Tandis que M. Ingres engageait la lutte avec l’école de David, un jeune peintre allemand levait de son côté l’étendard de la révolte contre les continuateurs de Mengs et de Winckelmann, et, comme le peintre français, il avait choisi Rome pour centre de son action. Frédéric Overbeck était né en 1789 à Lubeck. A peine âgé de dix-sept ans, il se rendit à Vienne pour suivre les leçons de l’académie de peinture ; mais les doctrines étroites de cette école, où dominait le goût antique tel que l’entendaient les imitateurs de Raphaël et de David, convenaient peu à l’ame rêveuse et à l’imagination toute mystique du jeune artiste.
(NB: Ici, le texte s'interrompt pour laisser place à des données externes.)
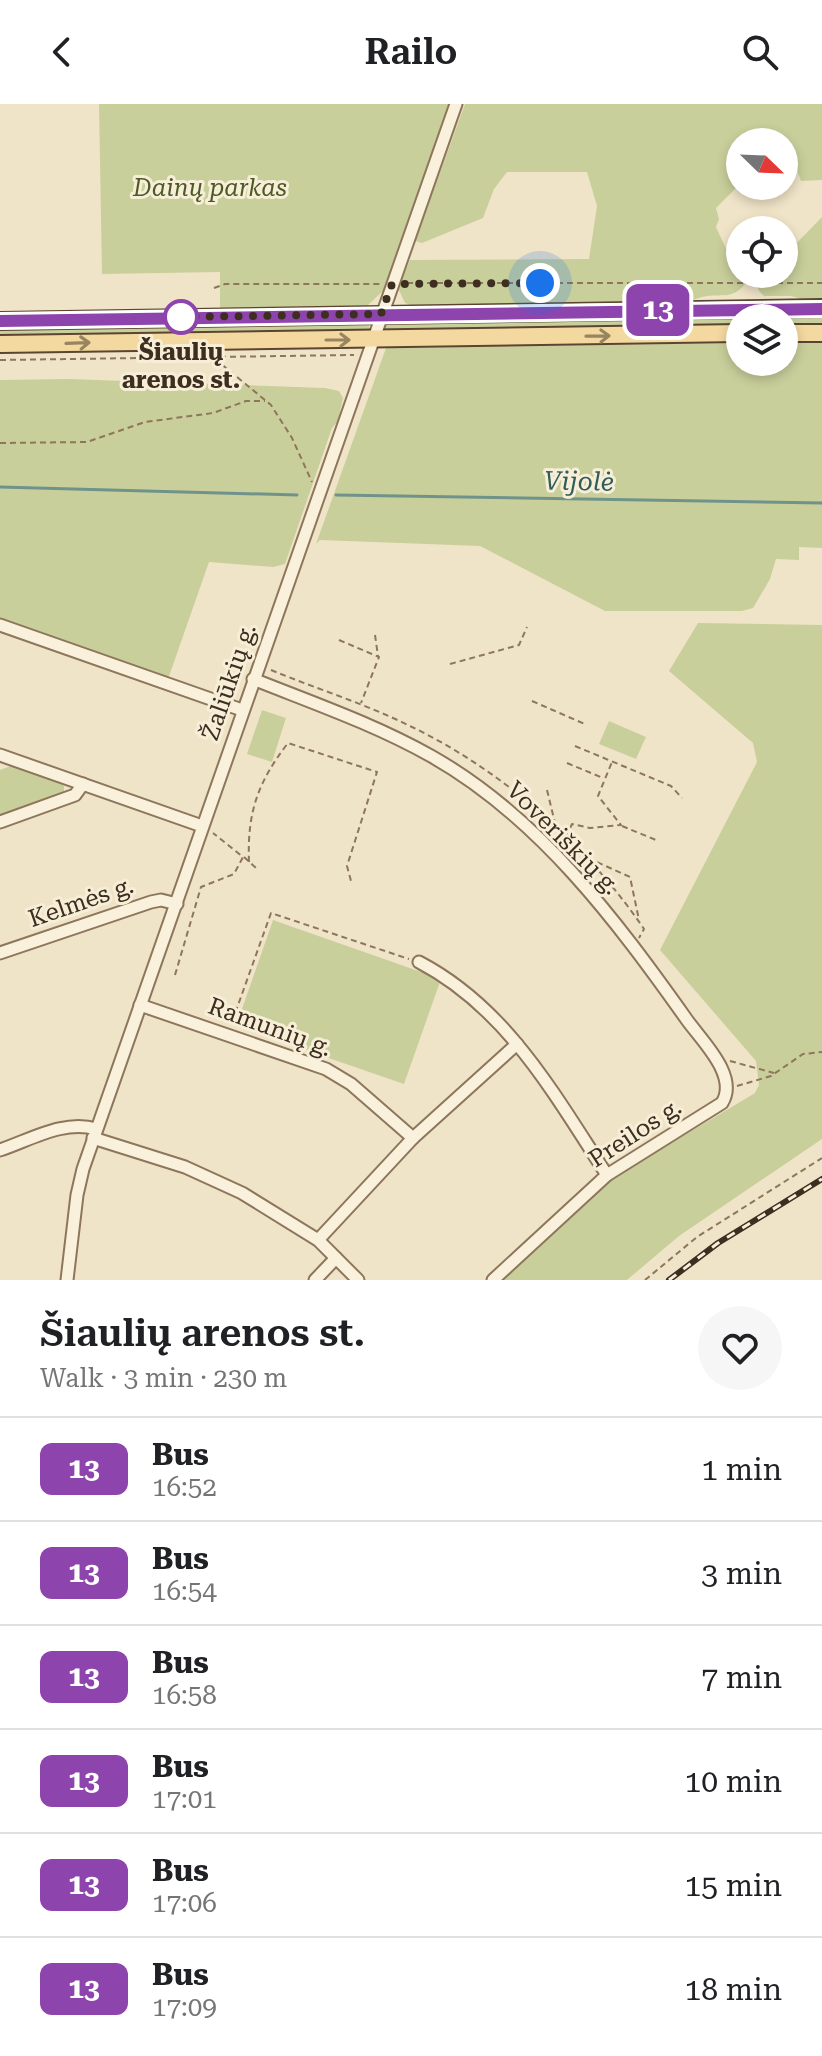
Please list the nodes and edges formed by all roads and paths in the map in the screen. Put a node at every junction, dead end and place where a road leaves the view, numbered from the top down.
1 (456, 104) edge
2 (822, 283) edge
3 (392, 284) junction
4 (214, 288) dead end
5 (822, 308) edge
6 (381, 314) junction
7 (0, 321) edge
8 (798, 333) edge
9 (822, 333) edge
10 (726, 334) edge
11 (0, 344) edge
12 (370, 347) junction
13 (213, 357) junction
14 (0, 360) edge
15 (265, 401) junction
16 (0, 443) edge
17 (318, 493) junction
18 (0, 625) edge
19 (527, 627) dead end
20 (375, 635) dead end
21 (339, 640) dead end
22 (379, 657) junction
23 (450, 664) dead end
24 (253, 679) junction
25 (532, 701) dead end
26 (360, 704) dead end
27 (242, 710) junction
28 (587, 725) dead end
29 (575, 746) dead end
30 (0, 755) edge
31 (612, 762) junction
32 (567, 763) dead end
33 (605, 779) junction
34 (83, 784) junction
35 (547, 790) dead end
36 (682, 798) dead end
37 (0, 822) edge
38 (621, 825) junction
39 (206, 828) junction
40 (556, 828) dead end
41 (656, 840) dead end
42 (243, 857) junction
43 (557, 857) junction
44 (585, 857) dead end
45 (249, 862) junction
46 (256, 868) dead end
47 (351, 881) dead end
48 (177, 904) junction
49 (639, 921) dead end
50 (0, 953) edge
51 (419, 962) joint
52 (175, 975) dead end
53 (140, 1005) junction
54 (231, 1024) dead end
55 (517, 1044) junction
56 (822, 1052) edge
57 (714, 1057) junction
58 (776, 1073) junction
59 (728, 1089) junction
60 (95, 1134) junction
61 (413, 1138) junction
62 (0, 1150) edge
63 (822, 1158) edge
64 (607, 1175) junction
65 (318, 1240) junction
66 (336, 1258) junction
67 (67, 1280) edge
68 (315, 1280) edge
69 (358, 1280) edge
70 (493, 1280) edge
71 (645, 1280) edge

1 - 3 street, Žaliūkių g.
2 - 3 path
3 - 4 path
3 - 6 street, Žaliūkių g.
5 - 6 main road
6 - 7 main road
6 - 12 street, Žaliūkių g.
8 - 9 main road
12 -> 10 main road
11 -> 12 main road
12 - 13 path
12 - 17 street, Žaliūkių g.
13 - 14 path
13 - 15 path
15 - 16 path
15 - 17 path
17 - 24 street, Žaliūkių g.
18 - 27 street
19 - 23 path
20 - 22 path
21 - 22 path
22 - 26 path
24 - 27 street, Žaliūkių g.
24 - 43 street, Voveriškių g.
25 - 28 path
27 - 39 street, Žaliūkių g.
29 - 31 path
30 - 34 street
31 - 33 path
31 - 36 path
32 - 33 path
33 - 38 path
34 - 37 street
34 - 39 street
35 - 40 path
38 - 41 path
38 - 43 path
39 - 42 path
39 - 48 street, Žaliūkių g.
42 - 45 path
42 - 52 path
43 - 57 street, Voveriškių g.
44 - 49 path
45 - 46 path
45 - 47 path
48 - 50 street, Kelmės g.
48 - 53 street, Žaliūkių g.
51 - 54 path
51 - 55 street
53 - 60 street, Žaliūkių g.
53 - 61 street, Ramunių g.
55 - 61 street
55 - 64 street
56 - 58 path
57 - 58 path
57 - 59 street, Voveriškių g.
58 - 59 path
59 - 64 street, Preilos g.
60 - 62 street
60 - 65 street
60 - 67 street, Žaliūkių g.
61 - 65 street
63 - 71 path
64 - 70 street, Preilos g.
65 - 66 street
66 - 68 street
66 - 69 street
Ses professeurs, mécontens de l’affectation qu’il mettait à reproduire le style des vieux maîtres allemands et de son éloignement pour l’étude du modèle, le renvoyèrent de l’académie. Cette exclusion, qui eût été l’arrêt de mort d’un artiste médiocre, fut le réveil du talent de M. Overbeck. Il résolut de se venger de ces dédains de l’académie par des triomphes et d’élever autel contre autel. L’Allemagne lui refusait des maîtres et des leçons ; il se décida à les chercher ailleurs et à remonter aux grandes origines. Il réunit donc quelques amis, se rendit avec eux en Italie, et, cantonné à Rome, dans un couvent ruiné, il fonda cette nouvelle école allemande, humble à son début, comme ces nazaréens dont elle portait le nom, mais qui plus tard devait dominer sans contestation. Envisageant l’art sous ses diverses faces, l’école nouvelle adjoignit à M. Overbeck, son premier chef, MM. Cornélius, Schnoor et Schadow, tous trois novateurs et originaux chacun dans son genre, autant qu’on peut l’être en s’attachant à la reproduction presque littérale des chefs-d’œuvre du moyen-âge et en reprenant l’art où les maîtres des premières époques l’avaient laissé.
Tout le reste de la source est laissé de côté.